Thursday, January 29, 2009

The year 1865 was a monumental one for Bertha Hughan Bishop in so many ways.In March she married her beloved Henry and set up house with him at Mount Rowan near Ballarat.In late October, however- a mere seven months after her wedding- Bertha found herself caring for three children after the death of her much-loved sister Jessie Mccallum.Jessie had died of pneumonia after a brief illness, caused by complications after she got her clothes soaked visiting someone who was ill and needed her help. She was only 35 years old.
With their father ill in England, the children needed a home, and it was only natural that they go to Bertha, who had helped her sister raise them from birth.The eldest, Margaret McCallum , was 12, her brother Gilbert 11 and the youngest, Ivy, was only 7.
I wonder how Henry reacted to his home being filled with children so early in his marriage? By all accounts, Bertha was a very nurturing, gentle woman who would have taken the situation in her stride.Henry, however, was made of much sterner stuff and had a very serious side to his nature.Unlike Bertha who was the youngest of nine children, Henry had only a younger brother, who had died in 1854 when aged only eight
(Henry was 13), and so had never lived with the sound of numerous children galloping around a home.Still, he must have coped, because Ivy stayed with them for many years, and was like an elder sister to Henry and Bertha's children. Margaret remained with her aunt and uncle until her marriage in 1873, and Gilbert spent time at other places as well as with the Bishops, including accompanying his Uncle Allan Hughan and family on the schooner Pilot on a pearling expedition to Western Australia in the late 1860s.

Bertha Hughan fell pregnant early in the year following her marriage, probably around the time she celebrated her 27th birthday.By the time she gave birth to her first child, she and Henry and the McCallum children were living at Mount Rowan, a small settlement just out of Ballarat.
Named Roland Oakley Bishop( the 'Oakley' was for his maternal grandmother, Hannah Oakley, although for most of his life was it spelt 'Oakleigh'),Bertha's son was born on Wednesday, October 24, 1866, at Mount Rowan, Ballarat.The doctor who delivered him was James William King ( from the Australasian Medical Directory, 1883: James William King, Ballarat, Victoria. M.R.C.S England, 1849. L.M. Anglesey Lying-In Hospital, Dublin 1846; J.P; Pub Vacc; formerly Ass. Surgeon Portlaw fact. Disp. and Res. Brixton Disp.")Henry Bishop registered Roland's birth at Ballarat on November 6, and gave the following details: Father: Henry Bishop, 26, Clerk. Born Stamford, Lincolnshire. Married March 1865, St. Kilda, to Bertha Hughan, 26, born London. He signed the informant's column with "Henry Bishop, Clerk, Mount Rowan, Ballarat, father."

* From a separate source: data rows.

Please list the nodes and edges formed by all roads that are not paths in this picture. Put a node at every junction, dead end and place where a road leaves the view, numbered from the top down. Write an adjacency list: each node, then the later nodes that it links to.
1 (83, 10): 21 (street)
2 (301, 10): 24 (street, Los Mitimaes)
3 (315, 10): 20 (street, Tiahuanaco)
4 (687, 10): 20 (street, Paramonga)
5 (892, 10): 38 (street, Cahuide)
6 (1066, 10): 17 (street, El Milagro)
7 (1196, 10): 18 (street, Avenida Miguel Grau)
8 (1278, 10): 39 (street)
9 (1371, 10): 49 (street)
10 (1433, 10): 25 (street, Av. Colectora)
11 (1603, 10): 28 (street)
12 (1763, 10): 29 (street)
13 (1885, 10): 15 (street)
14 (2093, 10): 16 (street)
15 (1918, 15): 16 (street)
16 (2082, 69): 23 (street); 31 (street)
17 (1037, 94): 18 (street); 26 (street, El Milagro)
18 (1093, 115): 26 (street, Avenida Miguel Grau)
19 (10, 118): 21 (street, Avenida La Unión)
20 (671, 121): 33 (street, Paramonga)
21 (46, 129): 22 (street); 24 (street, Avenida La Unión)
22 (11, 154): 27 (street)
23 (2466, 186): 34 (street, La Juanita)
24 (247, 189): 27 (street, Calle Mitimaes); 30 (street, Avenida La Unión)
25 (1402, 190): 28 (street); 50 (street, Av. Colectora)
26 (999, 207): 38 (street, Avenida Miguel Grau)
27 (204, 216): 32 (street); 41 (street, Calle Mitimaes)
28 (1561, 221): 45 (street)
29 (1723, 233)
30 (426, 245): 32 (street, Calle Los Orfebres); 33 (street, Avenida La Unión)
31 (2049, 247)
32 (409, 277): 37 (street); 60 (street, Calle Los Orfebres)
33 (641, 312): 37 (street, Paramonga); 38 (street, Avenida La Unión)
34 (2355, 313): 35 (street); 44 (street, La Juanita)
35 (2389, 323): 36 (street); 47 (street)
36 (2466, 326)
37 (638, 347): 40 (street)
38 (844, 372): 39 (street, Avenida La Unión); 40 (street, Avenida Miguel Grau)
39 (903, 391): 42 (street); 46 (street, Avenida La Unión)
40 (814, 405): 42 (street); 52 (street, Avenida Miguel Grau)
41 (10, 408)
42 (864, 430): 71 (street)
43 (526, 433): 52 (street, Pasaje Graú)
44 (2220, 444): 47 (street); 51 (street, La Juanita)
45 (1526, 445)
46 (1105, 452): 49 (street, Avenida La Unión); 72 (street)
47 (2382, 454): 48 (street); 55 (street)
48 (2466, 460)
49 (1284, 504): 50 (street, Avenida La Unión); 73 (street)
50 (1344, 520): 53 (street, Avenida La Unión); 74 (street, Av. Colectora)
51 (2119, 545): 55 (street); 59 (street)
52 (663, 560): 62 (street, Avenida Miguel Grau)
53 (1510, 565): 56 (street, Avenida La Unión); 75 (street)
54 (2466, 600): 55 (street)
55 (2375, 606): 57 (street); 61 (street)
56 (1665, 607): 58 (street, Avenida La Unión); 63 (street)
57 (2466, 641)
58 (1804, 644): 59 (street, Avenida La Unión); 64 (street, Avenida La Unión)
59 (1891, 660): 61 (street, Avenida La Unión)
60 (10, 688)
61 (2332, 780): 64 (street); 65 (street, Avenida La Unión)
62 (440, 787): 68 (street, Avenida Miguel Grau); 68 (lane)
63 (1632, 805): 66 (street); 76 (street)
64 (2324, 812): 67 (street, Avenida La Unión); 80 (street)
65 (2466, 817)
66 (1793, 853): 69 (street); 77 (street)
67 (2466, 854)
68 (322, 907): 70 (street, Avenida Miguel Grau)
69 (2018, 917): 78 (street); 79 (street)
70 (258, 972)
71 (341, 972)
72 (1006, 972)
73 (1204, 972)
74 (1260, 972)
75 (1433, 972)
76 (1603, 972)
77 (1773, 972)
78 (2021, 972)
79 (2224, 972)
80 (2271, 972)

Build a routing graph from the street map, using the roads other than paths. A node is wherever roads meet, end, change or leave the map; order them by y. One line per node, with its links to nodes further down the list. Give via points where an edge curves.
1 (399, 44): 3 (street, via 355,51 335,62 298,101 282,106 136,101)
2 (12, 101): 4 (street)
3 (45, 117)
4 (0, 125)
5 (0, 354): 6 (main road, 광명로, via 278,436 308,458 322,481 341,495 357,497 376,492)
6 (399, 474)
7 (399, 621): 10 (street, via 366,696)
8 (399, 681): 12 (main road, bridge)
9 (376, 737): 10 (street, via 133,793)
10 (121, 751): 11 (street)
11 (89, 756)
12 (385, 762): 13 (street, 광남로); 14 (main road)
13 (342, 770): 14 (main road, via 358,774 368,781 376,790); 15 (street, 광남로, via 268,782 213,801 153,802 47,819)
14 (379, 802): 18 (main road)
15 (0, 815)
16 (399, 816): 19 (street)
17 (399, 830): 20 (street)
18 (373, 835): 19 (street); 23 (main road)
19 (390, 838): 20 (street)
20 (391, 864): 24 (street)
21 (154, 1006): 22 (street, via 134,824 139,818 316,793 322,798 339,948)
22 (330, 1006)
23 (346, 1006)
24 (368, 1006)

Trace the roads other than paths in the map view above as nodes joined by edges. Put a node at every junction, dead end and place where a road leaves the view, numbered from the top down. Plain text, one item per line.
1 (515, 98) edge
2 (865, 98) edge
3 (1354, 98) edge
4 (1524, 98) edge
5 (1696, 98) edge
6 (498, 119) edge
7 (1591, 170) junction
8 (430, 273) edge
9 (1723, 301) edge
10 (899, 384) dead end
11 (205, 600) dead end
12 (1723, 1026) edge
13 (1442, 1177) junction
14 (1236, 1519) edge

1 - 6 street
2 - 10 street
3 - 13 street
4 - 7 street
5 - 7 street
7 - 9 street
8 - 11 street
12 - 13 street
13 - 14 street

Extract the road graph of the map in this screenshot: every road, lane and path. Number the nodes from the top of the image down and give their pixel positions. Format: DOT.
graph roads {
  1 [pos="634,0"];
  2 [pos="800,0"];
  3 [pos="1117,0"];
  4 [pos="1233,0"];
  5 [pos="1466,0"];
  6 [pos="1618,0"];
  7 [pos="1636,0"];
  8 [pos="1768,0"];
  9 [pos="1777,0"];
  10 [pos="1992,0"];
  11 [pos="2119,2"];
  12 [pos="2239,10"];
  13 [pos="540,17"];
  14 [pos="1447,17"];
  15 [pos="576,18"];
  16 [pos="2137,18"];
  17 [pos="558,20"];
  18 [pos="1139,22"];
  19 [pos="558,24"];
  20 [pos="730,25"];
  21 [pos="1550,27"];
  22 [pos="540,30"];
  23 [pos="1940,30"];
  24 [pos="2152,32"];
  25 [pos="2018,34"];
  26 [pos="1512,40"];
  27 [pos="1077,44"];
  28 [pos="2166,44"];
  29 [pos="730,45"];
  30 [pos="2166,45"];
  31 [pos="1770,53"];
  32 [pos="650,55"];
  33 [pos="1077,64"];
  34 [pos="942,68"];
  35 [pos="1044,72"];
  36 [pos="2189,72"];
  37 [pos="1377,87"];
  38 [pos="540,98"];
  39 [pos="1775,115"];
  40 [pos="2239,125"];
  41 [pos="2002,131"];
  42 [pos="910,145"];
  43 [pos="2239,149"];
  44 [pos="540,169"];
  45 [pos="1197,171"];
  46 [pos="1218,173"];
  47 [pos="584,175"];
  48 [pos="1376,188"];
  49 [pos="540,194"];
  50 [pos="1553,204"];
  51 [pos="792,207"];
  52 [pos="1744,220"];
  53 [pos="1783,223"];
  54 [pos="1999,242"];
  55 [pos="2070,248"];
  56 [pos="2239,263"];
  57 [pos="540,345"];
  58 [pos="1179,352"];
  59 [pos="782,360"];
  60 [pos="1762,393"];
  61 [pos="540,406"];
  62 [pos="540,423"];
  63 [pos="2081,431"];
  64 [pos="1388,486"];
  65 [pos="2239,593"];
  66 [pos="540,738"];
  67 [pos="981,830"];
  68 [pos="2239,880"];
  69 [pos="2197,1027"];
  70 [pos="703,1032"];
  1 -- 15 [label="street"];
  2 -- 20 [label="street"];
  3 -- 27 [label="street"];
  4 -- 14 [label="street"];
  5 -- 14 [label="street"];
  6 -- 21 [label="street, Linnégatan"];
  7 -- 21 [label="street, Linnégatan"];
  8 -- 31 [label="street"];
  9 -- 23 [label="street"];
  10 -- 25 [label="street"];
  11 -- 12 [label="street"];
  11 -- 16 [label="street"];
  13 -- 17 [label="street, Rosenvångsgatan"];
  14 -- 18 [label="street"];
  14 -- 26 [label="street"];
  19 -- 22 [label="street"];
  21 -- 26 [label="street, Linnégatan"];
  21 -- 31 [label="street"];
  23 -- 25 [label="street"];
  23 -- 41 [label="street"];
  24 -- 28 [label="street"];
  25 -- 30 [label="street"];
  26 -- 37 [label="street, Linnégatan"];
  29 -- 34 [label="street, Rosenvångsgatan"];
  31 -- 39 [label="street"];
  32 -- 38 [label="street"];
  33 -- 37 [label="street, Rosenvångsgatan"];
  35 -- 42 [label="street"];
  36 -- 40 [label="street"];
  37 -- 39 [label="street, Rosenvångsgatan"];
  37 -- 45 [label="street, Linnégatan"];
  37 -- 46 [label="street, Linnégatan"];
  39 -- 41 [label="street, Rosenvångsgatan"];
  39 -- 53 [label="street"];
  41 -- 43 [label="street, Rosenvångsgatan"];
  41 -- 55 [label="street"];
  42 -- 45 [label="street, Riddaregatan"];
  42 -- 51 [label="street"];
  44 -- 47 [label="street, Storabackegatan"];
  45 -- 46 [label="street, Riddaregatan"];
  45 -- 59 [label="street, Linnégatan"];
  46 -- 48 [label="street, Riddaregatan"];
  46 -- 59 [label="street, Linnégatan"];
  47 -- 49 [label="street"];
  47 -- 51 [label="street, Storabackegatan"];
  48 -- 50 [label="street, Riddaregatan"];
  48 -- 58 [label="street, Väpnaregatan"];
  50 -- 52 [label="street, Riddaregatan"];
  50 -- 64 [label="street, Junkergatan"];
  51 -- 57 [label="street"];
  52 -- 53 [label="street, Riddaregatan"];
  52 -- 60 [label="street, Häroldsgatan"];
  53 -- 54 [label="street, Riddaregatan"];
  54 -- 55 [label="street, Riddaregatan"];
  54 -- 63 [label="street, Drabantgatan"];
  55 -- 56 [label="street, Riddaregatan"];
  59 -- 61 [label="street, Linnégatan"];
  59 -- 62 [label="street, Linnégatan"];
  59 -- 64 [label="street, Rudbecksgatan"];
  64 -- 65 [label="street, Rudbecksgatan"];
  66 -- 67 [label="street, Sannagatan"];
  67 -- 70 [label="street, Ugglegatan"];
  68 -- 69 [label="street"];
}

The Bishop family remained at Mount Rowan, and in Autumn of 1866 Bertha fell pregnant again. This time the child was a daughter...my great-grandmother, Olive Jessie Bishop, was born at 5 a.m. on the morning of Saturday,December 19, 1868, at Mount Rowan, Ballarat, and again Dr. King attended Bertha at her delivery.
Henry Bishop registered the birth of his baby daughter on January 25, 1869, and this time gave his occupation as 'Storekeeper'.